The passport is in the name of Ahmad Almohammad, born September 10, 1990 in the Syrian city of Idlib. Sources said it was either taken or fabricated based on a real identity
The discovery has heightened fears that all the documents are fakes made by the same forger in the Middle East to dupe authorities into believing the holders are asylum seekers.
And worse, it has sparked concerns that the bogus papers could be in the possession of jihadists now lurking undetected in the EU’s passport-free Schengen travel zone.
This will bolster efforts by more than 30 US Governors, US House Speaker Ryan, US Senate Majority leader McConnell requesting a Congressional vote on a “pause” in President Obama’s announced intent to bring 10,000 Syrian refugees to the US. As we posted yesterday, Deputy National Security Adviser Ben Rhodes and representatives of Voluntary agencies and refugee resettlement NGOs on a press conference suggested that vetting of refugees admitted to the US was ‘thorough” denying that terrorists could infiltrate here.
Those representations were dismissed by former Reagan era Defense official Stephen Bryen on a post on this writer’s Facebook page:
The real truth is we have zero capability to vet anybody. It is a lie of the first order perpetrated by people who are intent on their political agendas and don’t care at all about the security of the American people. You can be sure of gross incompetence and total failure that lies ahead.
Meanwhile, President Obama was briefed on these overnight developments in Paris at the Manila APEC conference, while being sharply criticized over his dismissive comments about the evident comments about his failed strategy in the war against ISIS. He criticized Texas U.S. Sen. Ted Cruz for suggesting that Syrian Christians be given preference for admission of refugees under the US program and that Muslims be diverted to majority Muslim countries. Meanwhile, Arkansas US Sen. Tom Cotton said that the US Refugee Admissions Program “inadvertently” discriminates against Christians and other non Muslim religious minorities, as they don’t enter UN refugee camps for fear of retaliation by Muslim residents.
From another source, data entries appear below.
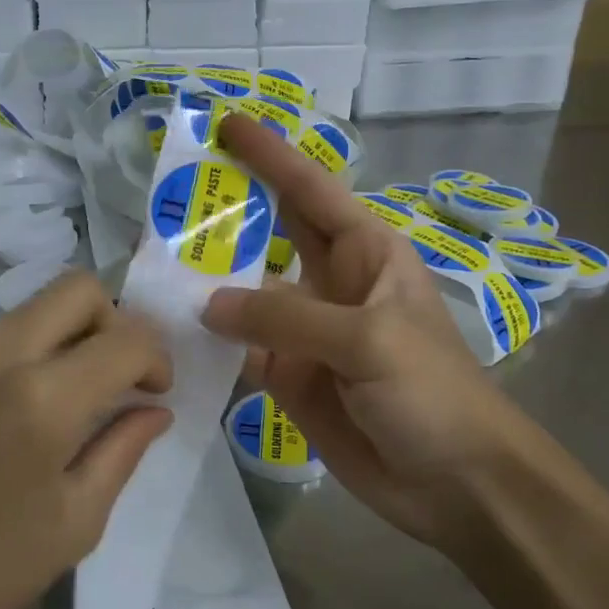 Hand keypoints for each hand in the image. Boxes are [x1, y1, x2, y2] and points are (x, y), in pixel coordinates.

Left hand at [0, 273, 173, 608]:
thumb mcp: (75, 522)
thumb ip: (123, 450)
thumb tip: (155, 410)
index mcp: (40, 398)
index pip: (125, 340)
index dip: (157, 358)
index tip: (156, 391)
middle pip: (78, 289)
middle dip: (115, 322)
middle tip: (117, 377)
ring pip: (34, 308)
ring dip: (69, 336)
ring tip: (69, 398)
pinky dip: (28, 352)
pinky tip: (17, 411)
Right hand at [204, 114, 545, 551]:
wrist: (458, 485)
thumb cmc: (432, 392)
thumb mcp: (367, 340)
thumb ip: (285, 319)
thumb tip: (209, 304)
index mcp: (364, 252)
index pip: (309, 189)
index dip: (269, 155)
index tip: (226, 124)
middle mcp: (330, 282)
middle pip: (270, 233)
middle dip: (227, 209)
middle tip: (168, 189)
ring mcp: (306, 332)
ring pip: (245, 295)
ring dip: (205, 279)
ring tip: (149, 260)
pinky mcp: (289, 377)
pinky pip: (240, 349)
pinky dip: (207, 341)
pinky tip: (167, 330) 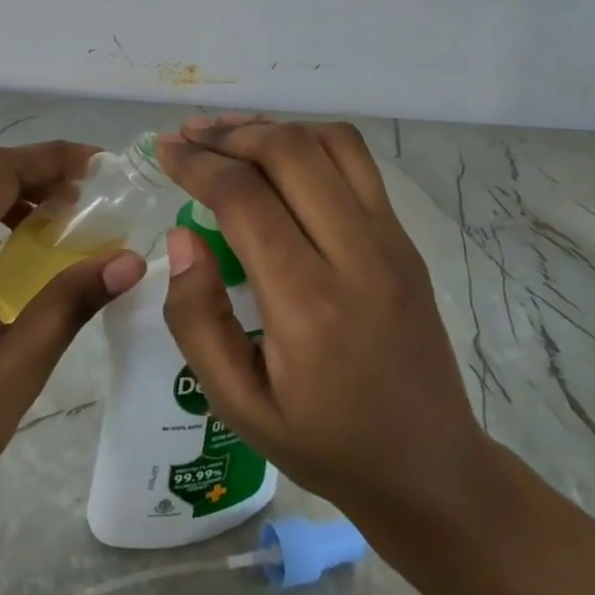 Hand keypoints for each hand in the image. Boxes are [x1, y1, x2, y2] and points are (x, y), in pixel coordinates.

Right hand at [155, 119, 485, 545]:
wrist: (429, 466)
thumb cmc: (325, 443)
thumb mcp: (238, 405)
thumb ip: (197, 319)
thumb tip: (183, 236)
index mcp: (308, 304)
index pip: (245, 199)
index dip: (197, 164)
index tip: (164, 150)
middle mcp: (356, 256)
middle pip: (290, 152)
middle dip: (230, 134)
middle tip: (190, 136)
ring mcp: (391, 241)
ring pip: (331, 143)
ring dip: (274, 127)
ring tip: (230, 134)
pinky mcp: (405, 239)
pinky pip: (359, 164)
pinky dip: (311, 142)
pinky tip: (281, 156) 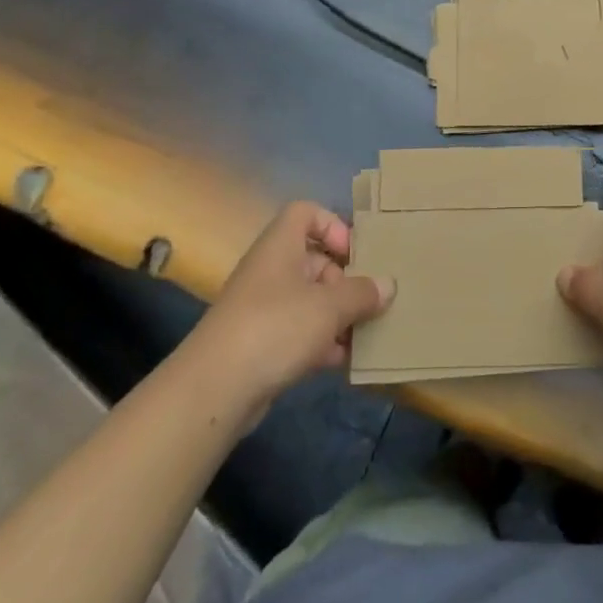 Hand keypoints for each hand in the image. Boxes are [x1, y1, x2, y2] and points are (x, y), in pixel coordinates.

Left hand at [196, 202, 394, 412]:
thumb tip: (388, 285)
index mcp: (280, 247)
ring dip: (339, 315)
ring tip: (366, 333)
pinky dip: (323, 342)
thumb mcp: (329, 306)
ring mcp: (264, 309)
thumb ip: (362, 293)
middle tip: (369, 300)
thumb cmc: (276, 327)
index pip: (305, 213)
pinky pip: (300, 332)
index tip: (354, 254)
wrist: (214, 389)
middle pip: (314, 260)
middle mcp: (271, 271)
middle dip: (345, 280)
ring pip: (310, 300)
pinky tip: (345, 360)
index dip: (332, 225)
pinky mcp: (261, 344) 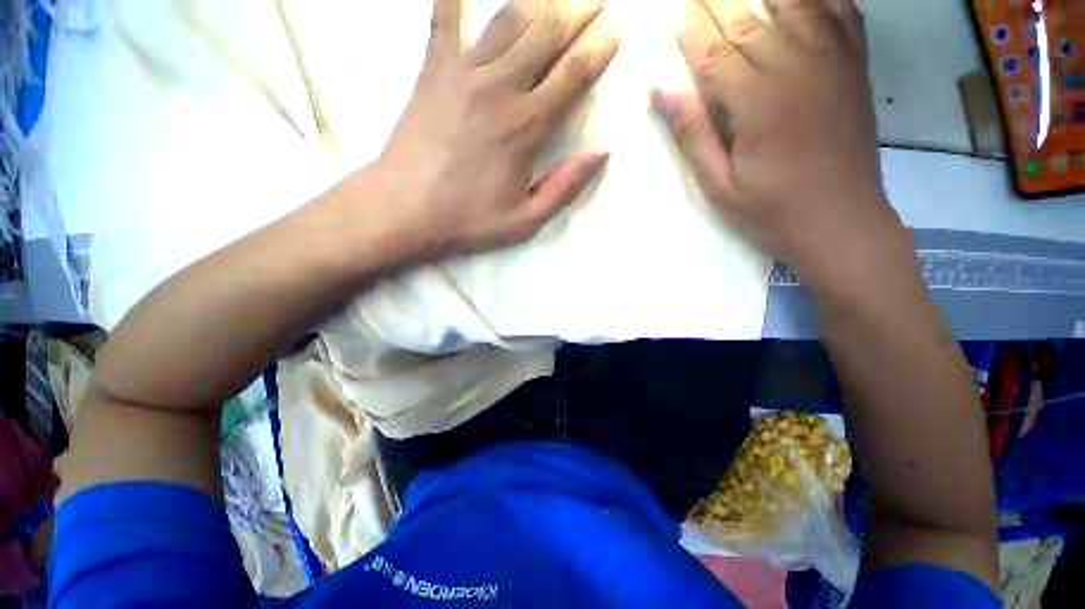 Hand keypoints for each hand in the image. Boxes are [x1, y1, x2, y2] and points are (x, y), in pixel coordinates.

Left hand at [374, 0, 618, 258]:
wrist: (404, 209)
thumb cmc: (468, 220)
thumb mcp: (525, 220)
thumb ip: (564, 187)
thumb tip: (600, 154)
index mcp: (526, 126)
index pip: (573, 73)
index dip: (599, 48)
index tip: (615, 32)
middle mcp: (500, 87)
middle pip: (547, 32)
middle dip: (577, 11)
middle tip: (596, 1)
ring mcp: (463, 72)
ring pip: (508, 17)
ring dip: (538, 0)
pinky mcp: (433, 69)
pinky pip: (445, 17)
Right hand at [652, 0, 910, 290]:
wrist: (841, 222)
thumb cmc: (771, 210)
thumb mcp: (719, 185)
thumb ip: (692, 134)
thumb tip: (659, 92)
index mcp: (757, 101)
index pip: (713, 52)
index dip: (689, 30)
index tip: (672, 12)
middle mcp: (796, 67)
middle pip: (748, 19)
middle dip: (715, 3)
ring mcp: (832, 60)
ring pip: (795, 1)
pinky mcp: (854, 65)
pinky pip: (841, 9) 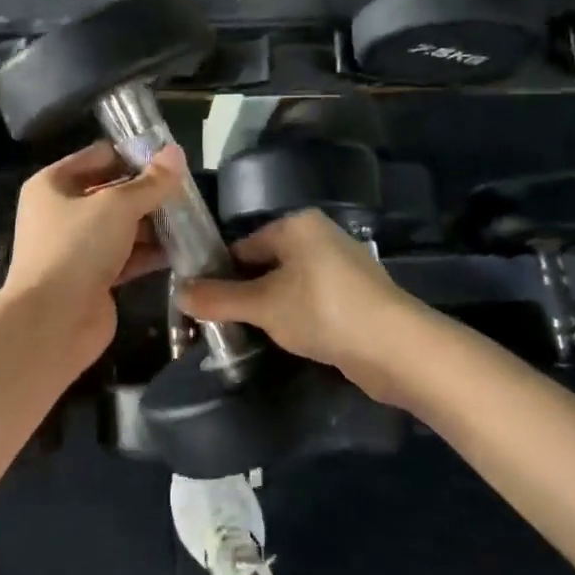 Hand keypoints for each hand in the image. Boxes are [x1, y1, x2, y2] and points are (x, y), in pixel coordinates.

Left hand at [0, 142, 183, 366]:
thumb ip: (151, 182)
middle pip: (112, 193)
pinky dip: (149, 252)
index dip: (134, 156)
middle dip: (148, 193)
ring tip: (192, 219)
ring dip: (153, 224)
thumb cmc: (77, 248)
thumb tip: (176, 152)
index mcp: (53, 184)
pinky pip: (126, 256)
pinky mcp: (92, 278)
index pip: (99, 157)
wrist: (52, 322)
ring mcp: (76, 248)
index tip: (172, 160)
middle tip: (189, 192)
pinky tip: (182, 249)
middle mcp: (61, 212)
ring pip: (121, 227)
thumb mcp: (117, 206)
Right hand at [178, 210, 424, 403]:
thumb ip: (218, 298)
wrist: (396, 348)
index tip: (200, 304)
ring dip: (268, 309)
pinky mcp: (354, 297)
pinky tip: (283, 341)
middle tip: (218, 325)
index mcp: (296, 226)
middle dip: (243, 294)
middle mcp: (319, 237)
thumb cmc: (322, 311)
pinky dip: (295, 318)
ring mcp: (340, 267)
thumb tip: (178, 291)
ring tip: (245, 336)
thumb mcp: (262, 305)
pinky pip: (310, 302)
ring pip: (288, 286)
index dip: (218, 274)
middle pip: (265, 265)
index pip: (242, 246) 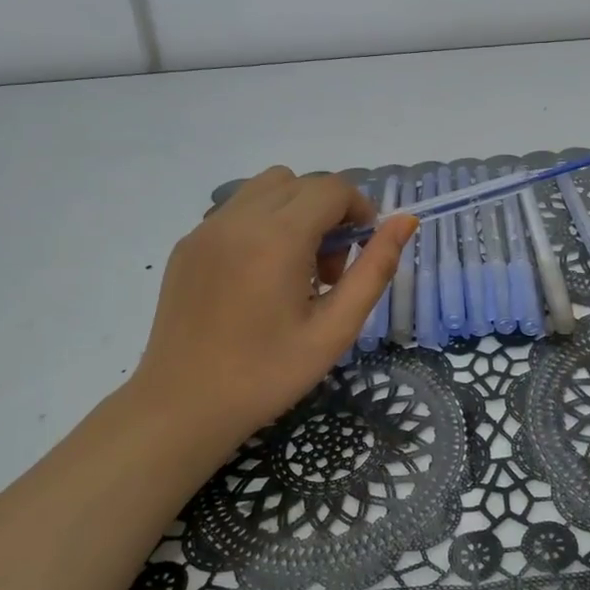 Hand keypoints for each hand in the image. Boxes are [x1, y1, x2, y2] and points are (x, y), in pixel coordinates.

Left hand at [128, 168, 415, 459]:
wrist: (183, 407)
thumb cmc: (267, 375)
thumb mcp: (335, 329)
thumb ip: (375, 269)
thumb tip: (406, 221)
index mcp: (277, 238)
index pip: (332, 188)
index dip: (359, 210)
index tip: (363, 250)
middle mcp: (238, 219)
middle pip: (300, 183)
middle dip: (328, 212)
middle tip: (328, 270)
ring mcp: (206, 229)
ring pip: (266, 188)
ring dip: (294, 211)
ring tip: (295, 268)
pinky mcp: (187, 244)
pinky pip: (236, 210)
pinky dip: (262, 223)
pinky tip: (259, 277) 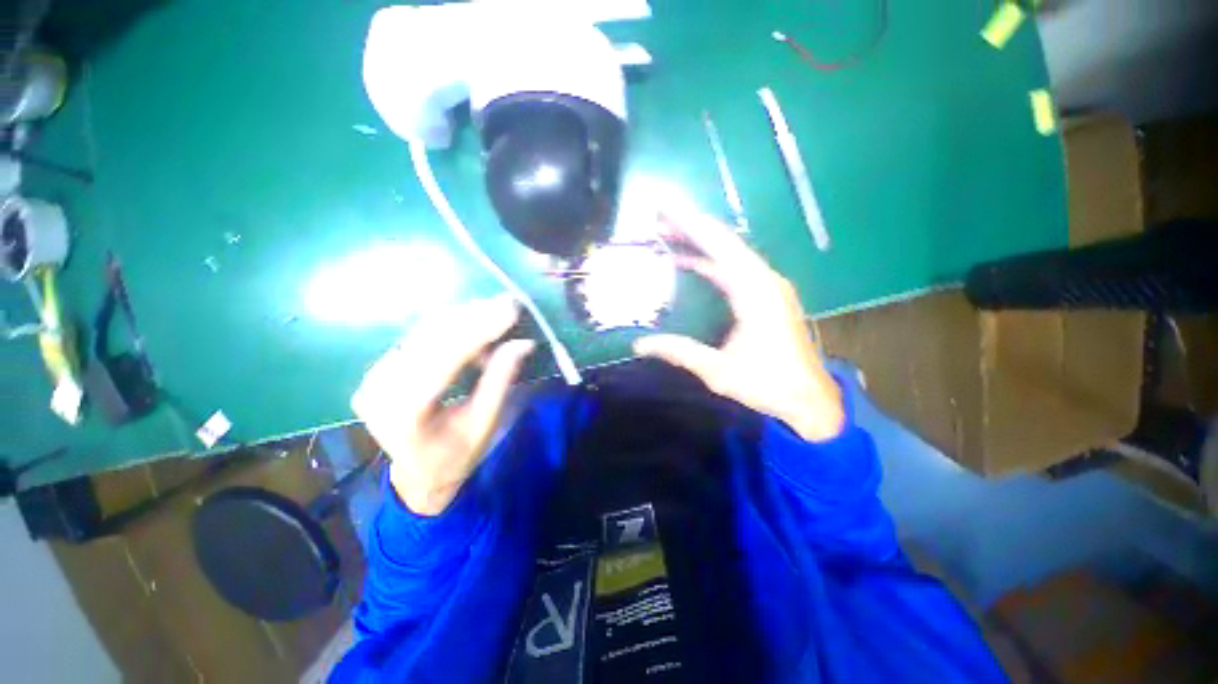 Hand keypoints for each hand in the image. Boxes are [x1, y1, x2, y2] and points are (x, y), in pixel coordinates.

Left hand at [352, 295, 534, 514]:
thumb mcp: (485, 424)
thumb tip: (523, 343)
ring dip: (465, 318)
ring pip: (425, 331)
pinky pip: (420, 336)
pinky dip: (452, 326)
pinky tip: (475, 324)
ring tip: (497, 311)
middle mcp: (381, 390)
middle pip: (432, 338)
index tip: (511, 309)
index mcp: (406, 413)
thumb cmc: (456, 456)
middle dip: (475, 317)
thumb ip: (500, 380)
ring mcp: (374, 377)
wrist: (418, 475)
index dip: (480, 329)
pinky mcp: (380, 368)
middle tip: (509, 303)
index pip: (445, 359)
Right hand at [634, 208, 844, 441]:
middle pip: (726, 243)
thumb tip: (640, 344)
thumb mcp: (719, 371)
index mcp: (756, 292)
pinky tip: (692, 262)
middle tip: (660, 217)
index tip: (666, 209)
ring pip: (731, 254)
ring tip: (670, 234)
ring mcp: (769, 287)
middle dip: (692, 227)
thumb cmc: (768, 384)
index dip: (691, 226)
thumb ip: (680, 352)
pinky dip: (712, 262)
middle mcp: (765, 281)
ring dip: (701, 243)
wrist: (810, 400)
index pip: (720, 247)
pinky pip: (735, 269)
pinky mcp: (768, 296) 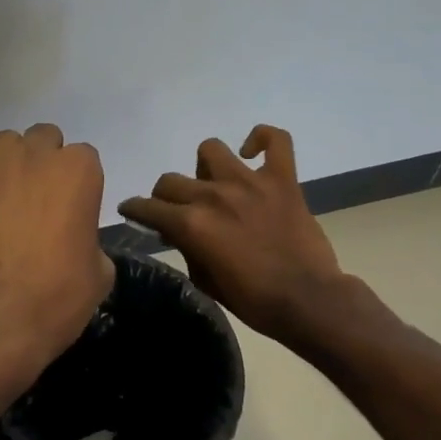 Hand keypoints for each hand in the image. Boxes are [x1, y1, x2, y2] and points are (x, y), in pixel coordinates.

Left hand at [0, 124, 115, 395]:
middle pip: (44, 140)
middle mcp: (35, 154)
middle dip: (45, 163)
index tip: (73, 211)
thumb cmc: (55, 297)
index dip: (79, 185)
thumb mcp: (98, 272)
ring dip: (11, 163)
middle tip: (39, 201)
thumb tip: (76, 237)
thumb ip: (89, 237)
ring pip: (6, 144)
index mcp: (78, 171)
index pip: (84, 158)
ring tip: (5, 198)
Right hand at [120, 125, 351, 347]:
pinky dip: (262, 139)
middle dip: (165, 197)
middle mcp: (214, 196)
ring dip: (205, 168)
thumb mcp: (205, 281)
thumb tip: (178, 233)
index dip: (134, 209)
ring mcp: (249, 182)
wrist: (308, 301)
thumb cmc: (253, 300)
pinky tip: (252, 153)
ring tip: (214, 183)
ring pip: (210, 150)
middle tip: (177, 210)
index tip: (132, 210)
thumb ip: (187, 249)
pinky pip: (276, 140)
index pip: (147, 207)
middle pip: (171, 181)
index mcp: (191, 224)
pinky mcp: (282, 179)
AP reported the resolve of French President Hollande to pursue a war against the Islamic State in a televised address today:
French President Francois Hollande says France is ‘at war’ against terrorism by the Islamic State group.
Hollande says he wants “large coalition” working together against IS militants to destroy a group that threatens the whole world and “commits massacres” in the Mideast.
Hollande says “we are at war.” He was speaking in a televised address Wednesday after a seven-hour police siege on an apartment north of Paris where police suspected the mastermind of the deadly Paris attacks might have been.
He says the French aircraft carrier Charles de Gaulle just left to help French military operations in Syria against IS.
Russia and France have formed a temporary alliance engaged in using US target intelligence information to aggressively attack targets in Raqqa, the capital of the Islamic State raising questions about the efficacy of the US bombing campaign micromanaged from the Obama White House. The US led air assault is just now attacking oil tanker trucks and production facilities captured by ISIS, the source of significant smuggled oil revenues for the self declared Caliphate. A Caliphate attracting tens of thousands of foreign fighters including those from Belgium and France, some of whom may have leaded the Paris massacre and last night’s siege in St. Denis.